→ Task requirements:
Take every entry below and copy it out word for word.

▶

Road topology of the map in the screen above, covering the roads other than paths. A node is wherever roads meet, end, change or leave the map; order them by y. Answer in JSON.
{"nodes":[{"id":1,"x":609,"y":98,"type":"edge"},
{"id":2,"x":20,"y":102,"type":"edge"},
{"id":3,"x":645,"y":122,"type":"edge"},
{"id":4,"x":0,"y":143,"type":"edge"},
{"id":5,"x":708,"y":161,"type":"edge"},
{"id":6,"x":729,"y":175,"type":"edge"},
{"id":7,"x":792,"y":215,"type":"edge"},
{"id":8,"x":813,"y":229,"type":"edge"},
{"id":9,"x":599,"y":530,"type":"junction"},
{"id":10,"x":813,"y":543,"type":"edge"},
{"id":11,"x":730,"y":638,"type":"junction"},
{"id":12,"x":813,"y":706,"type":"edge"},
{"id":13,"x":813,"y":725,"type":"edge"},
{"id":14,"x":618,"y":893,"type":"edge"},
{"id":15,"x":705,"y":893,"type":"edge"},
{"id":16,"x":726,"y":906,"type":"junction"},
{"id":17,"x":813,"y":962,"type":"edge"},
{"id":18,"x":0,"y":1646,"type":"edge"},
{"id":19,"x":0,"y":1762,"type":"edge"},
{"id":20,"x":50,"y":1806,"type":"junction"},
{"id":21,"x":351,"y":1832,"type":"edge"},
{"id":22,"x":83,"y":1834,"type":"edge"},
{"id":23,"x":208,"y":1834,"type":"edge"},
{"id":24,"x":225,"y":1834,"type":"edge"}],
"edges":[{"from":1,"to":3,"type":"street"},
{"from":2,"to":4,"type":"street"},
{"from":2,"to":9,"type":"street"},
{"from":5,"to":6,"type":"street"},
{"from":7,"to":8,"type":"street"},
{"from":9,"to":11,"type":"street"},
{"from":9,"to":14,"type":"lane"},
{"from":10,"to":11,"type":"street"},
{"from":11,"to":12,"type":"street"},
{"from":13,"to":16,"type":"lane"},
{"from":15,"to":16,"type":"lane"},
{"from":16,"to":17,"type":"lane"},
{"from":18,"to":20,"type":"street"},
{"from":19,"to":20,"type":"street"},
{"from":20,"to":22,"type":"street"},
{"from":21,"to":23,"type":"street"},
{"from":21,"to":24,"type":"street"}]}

◀

→ Output of the task:
Road topology of the map in the screen above, covering the roads other than paths. A node is wherever roads meet, end, change or leave the map; order them by y. Answer in JSON.
{"nodes":[{"id":1,"x":609,"y":98,"type":"edge"},
{"id":2,"x":20,"y":102,"type":"edge"},
{"id":3,"x":645,"y":122,"type":"edge"},
{"id":4,"x":0,"y":143,"type":"edge"},
{"id":5,"x":708,"y":161,"type":"edge"},
{"id":6,"x":729,"y":175,"type":"edge"},
{"id":7,"x":792,"y":215,"type":"edge"},
{"id":8,"x":813,"y":229,"type":"edge"},
{"id":9,"x":599,"y":530,"type":"junction"},
{"id":10,"x":813,"y":543,"type":"edge"},
{"id":11,"x":730,"y":638,"type":"junction"},
{"id":12,"x":813,"y":706,"type":"edge"},
{"id":13,"x":813,"y":725,"type":"edge"},
{"id":14,"x":618,"y":893,"type":"edge"},
{"id":15,"x":705,"y":893,"type":"edge"},
{"id":16,"x":726,"y":906,"type":"junction"},
{"id":17,"x":813,"y":962,"type":"edge"},
{"id":18,"x":0,"y":1646,"type":"edge"},
{"id":19,"x":0,"y":1762,"type":"edge"},
{"id":20,"x":50,"y":1806,"type":"junction"},
{"id":21,"x":351,"y":1832,"type":"edge"},
{"id":22,"x":83,"y":1834,"type":"edge"},
{"id":23,"x":208,"y":1834,"type":"edge"},
{"id":24,"x":225,"y":1834,"type":"edge"}],
"edges":[{"from":1,"to":3,"type":"street"},
{"from":2,"to":4,"type":"street"},
{"from":2,"to":9,"type":"street"},
{"from":5,"to":6,"type":"street"},
{"from":7,"to":8,"type":"street"},
{"from":9,"to":11,"type":"street"},
{"from":9,"to":14,"type":"lane"},
{"from":10,"to":11,"type":"street"},
{"from":11,"to":12,"type":"street"},
{"from":13,"to":16,"type":"lane"},
{"from":15,"to":16,"type":"lane"},
{"from":16,"to":17,"type":"lane"},
{"from":18,"to":20,"type":"street"},
{"from":19,"to":20,"type":"street"},
{"from":20,"to":22,"type":"street"},
{"from":21,"to":23,"type":"street"},
{"from":21,"to":24,"type":"street"}]}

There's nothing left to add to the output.